After dinner we took an open carriage, and at the barrier entered one of the numerous avenues of the Ujazdow, leading to Belvidere, the country residence of the late Grand-duke Constantine. The avenue is divided by rows of old and stately trees, terminating in a large circular octagon, from which branch off eight other avenues, each at a short distance crossed by others, and forming a sort of labyrinth, said to be one of the finest drives and promenades in Europe, and on Sundays the rendezvous of nearly the entire population of Warsaw. It was a beautiful afternoon, and the throng of carriages, and horsemen, and thousands of pedestrians, and the sun, occasionally obscured and then breaking through the thick foliage, darkening and again lighting up the vista through the trees, gave a beauty to the landscape, and a variety and animation to the scene, that I had not yet found in Warsaw. Passing the Belvidere Palace, my companions described the manner in which the students had made their attack upon it, and pointed out the window by which Constantine escaped. Turning from one of the splendid avenues of the Ujazdow, we crossed a stone bridge, on which stands the equestrian statue of John Sobieski, his horse rearing over the body of a prostrate Turk; it was erected to him as the saviour of Christendom after he had driven the Turks from the walls of Vienna. Beyond this we entered the grounds and park of Lazienki, formerly the country residence of Stanislaus Augustus, situated in a most delightful spot on the banks of the Vistula.

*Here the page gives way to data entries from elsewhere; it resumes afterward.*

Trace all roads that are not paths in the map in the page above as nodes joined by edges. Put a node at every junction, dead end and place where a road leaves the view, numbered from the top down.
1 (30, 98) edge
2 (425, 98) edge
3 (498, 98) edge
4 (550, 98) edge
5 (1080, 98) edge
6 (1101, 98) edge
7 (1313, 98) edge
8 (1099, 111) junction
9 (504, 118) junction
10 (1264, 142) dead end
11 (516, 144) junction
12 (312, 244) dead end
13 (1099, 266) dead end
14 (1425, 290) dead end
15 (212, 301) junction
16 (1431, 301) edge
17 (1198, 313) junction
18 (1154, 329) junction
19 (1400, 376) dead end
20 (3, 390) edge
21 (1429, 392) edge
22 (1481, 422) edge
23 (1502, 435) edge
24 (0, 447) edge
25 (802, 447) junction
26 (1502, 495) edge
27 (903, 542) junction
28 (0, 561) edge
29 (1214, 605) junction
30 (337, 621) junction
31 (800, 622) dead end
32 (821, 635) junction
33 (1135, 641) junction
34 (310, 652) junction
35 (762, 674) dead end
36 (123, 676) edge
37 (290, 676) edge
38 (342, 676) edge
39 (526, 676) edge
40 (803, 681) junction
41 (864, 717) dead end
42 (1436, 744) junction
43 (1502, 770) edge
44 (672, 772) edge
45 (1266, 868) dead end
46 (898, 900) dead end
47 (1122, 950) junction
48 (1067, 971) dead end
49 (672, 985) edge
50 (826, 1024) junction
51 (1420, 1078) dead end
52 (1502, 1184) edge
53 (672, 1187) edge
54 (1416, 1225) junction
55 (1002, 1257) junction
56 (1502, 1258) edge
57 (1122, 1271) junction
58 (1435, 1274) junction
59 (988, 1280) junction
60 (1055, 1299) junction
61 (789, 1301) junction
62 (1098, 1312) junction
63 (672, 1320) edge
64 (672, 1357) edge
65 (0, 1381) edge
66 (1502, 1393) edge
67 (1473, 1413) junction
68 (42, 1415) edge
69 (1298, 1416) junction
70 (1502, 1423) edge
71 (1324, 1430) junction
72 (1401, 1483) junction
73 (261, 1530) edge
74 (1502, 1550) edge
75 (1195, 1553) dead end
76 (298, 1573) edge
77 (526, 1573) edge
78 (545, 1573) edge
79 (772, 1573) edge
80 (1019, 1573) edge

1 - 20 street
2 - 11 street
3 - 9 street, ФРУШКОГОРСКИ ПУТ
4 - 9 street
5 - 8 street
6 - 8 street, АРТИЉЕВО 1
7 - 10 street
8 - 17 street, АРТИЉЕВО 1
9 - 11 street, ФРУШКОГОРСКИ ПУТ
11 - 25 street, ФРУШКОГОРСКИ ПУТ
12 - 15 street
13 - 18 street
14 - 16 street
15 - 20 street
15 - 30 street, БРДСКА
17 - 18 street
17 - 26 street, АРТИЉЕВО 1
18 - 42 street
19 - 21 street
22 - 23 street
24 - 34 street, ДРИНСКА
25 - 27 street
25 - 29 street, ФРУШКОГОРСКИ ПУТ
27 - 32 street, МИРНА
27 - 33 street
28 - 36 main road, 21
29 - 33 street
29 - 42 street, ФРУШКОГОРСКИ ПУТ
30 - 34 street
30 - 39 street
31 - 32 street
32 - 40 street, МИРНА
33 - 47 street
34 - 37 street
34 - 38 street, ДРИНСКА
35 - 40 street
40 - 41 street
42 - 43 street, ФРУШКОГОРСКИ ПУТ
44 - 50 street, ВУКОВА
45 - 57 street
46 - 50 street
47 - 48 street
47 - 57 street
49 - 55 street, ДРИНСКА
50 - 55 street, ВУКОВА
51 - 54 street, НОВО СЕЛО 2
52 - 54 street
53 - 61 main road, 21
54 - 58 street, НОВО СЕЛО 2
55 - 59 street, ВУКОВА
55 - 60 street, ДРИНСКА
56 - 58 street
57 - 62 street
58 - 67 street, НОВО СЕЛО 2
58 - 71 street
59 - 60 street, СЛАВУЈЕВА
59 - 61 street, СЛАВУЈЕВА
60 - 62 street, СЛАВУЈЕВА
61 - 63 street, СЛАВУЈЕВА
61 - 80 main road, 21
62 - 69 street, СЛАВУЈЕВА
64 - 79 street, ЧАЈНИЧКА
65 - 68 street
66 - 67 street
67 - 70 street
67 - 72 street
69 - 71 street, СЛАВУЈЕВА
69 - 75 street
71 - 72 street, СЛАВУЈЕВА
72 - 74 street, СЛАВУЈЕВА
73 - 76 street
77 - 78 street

The royal villa stands in the midst of an extensive park of stately old trees, and the walks lead to a succession of delightful and romantic spots, adorned with appropriate and tasteful buildings. Among them, on an island reached by crossing a rustic bridge, are a winter and a summer theatre, the latter constructed so as to resemble, in a great measure, an ancient amphitheatre in ruins; in it performances used formerly to take place in the open air. I am not given to dreaming, and there was enough in the scenes passing under my eyes to employ my thoughts; but, as I wandered through the beautiful walks, and crossed romantic bridges, composed of the trunks and bended branches of trees, I could not help recurring to the hand that had planned these beauties, the good King Stanislaus.

"Dread Pultowa's day,
When fortune left the royal Swede,"

hurled Stanislaus from his throne; and as I stood under the portico of his palace, I could but remember that its royal builder had fled from it in disguise, become a prisoner to the Turks, and died an exile in a foreign land.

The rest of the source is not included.